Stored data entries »

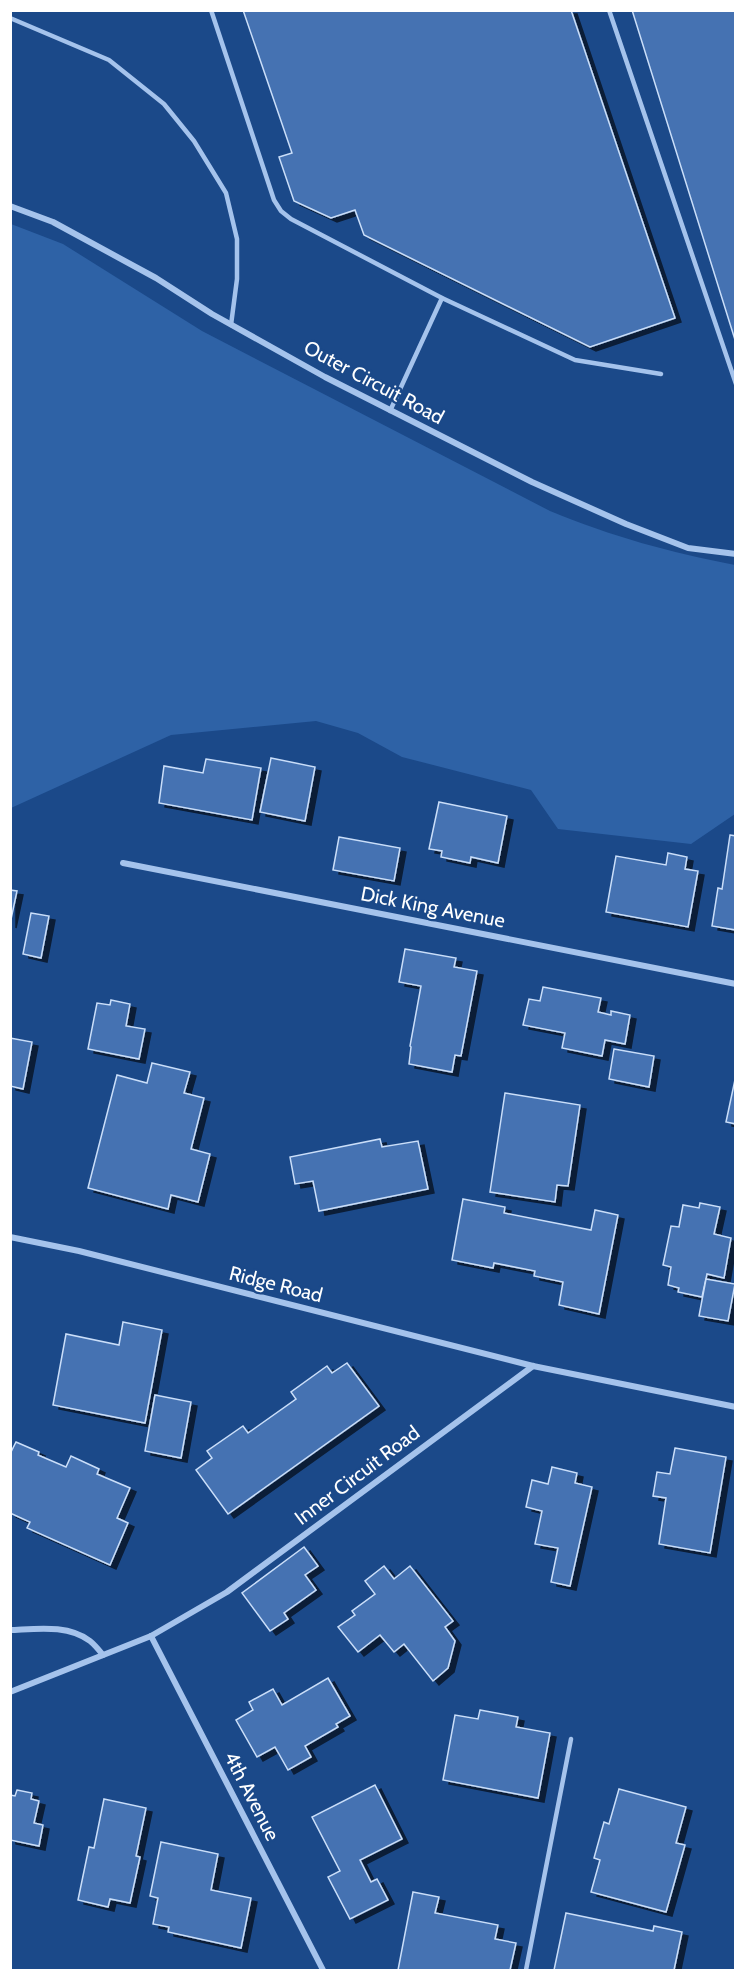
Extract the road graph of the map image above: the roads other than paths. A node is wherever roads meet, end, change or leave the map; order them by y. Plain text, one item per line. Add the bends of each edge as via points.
1 (210, 10) edge
2 (609, 10) edge
3 (10, 18) edge
4 (10, 206) edge
5 (442, 298) junction
6 (231, 325) junction
7 (661, 374) dead end
8 (735, 384) edge
9 (390, 411) junction
10 (735, 554) edge
11 (123, 863) dead end
12 (735, 984) edge
13 (10, 1237) edge
14 (532, 1366) junction
15 (735, 1407) edge
16 (10, 1630) edge
17 (151, 1636) junction
18 (103, 1655) junction
19 (10, 1692) edge
20 (572, 1739) dead end
21 (323, 1971) edge
22 (526, 1971) edge

1 - 5 lane via 281,211
2 - 8 lane
3 - 6 lane via 109,60 164,104 194,141 226,193 237,239
4 - 6 street, Outer Circuit Road via 53,222 156,278
5 - 7 lane via 575,360
5 - 9 lane
6 - 9 street, Outer Circuit Road
9 - 10 street, Outer Circuit Road via 626,524 688,548
11 - 12 street, Dick King Avenue
13 - 14 street, Ridge Road
14 - 15 street
14 - 17 street, Inner Circuit Road via 227,1592
16 - 18 street via 49,1628 74,1632 89,1640
17 - 18 street, Inner Circuit Road
17 - 21 street, 4th Avenue
18 - 19 street, Inner Circuit Road
20 - 22 lane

Exercise requirements » Could you reproduce all of the data above exactly and skip any image?

Answer to the problem »
Extract the road graph of the map image above: the roads other than paths. A node is wherever roads meet, end, change or leave the map; order them by y. Plain text, one item per line. Add the bends of each edge as via points.
1 (210, 10) edge
2 (609, 10) edge
3 (10, 18) edge
4 (10, 206) edge
5 (442, 298) junction
6 (231, 325) junction
7 (661, 374) dead end
8 (735, 384) edge
9 (390, 411) junction
10 (735, 554) edge
11 (123, 863) dead end
12 (735, 984) edge
13 (10, 1237) edge
14 (532, 1366) junction
15 (735, 1407) edge
16 (10, 1630) edge
17 (151, 1636) junction
18 (103, 1655) junction
19 (10, 1692) edge
20 (572, 1739) dead end
21 (323, 1971) edge
22 (526, 1971) edge

1 - 5 lane via 281,211
2 - 8 lane
3 - 6 lane via 109,60 164,104 194,141 226,193 237,239
4 - 6 street, Outer Circuit Road via 53,222 156,278
5 - 7 lane via 575,360
5 - 9 lane
6 - 9 street, Outer Circuit Road
9 - 10 street, Outer Circuit Road via 626,524 688,548
11 - 12 street, Dick King Avenue
13 - 14 street, Ridge Road
14 - 15 street
14 - 17 street, Inner Circuit Road via 227,1592
16 - 18 street via 49,1628 74,1632 89,1640
17 - 18 street, Inner Circuit Road
17 - 21 street, 4th Avenue
18 - 19 street, Inner Circuit Road
20 - 22 lane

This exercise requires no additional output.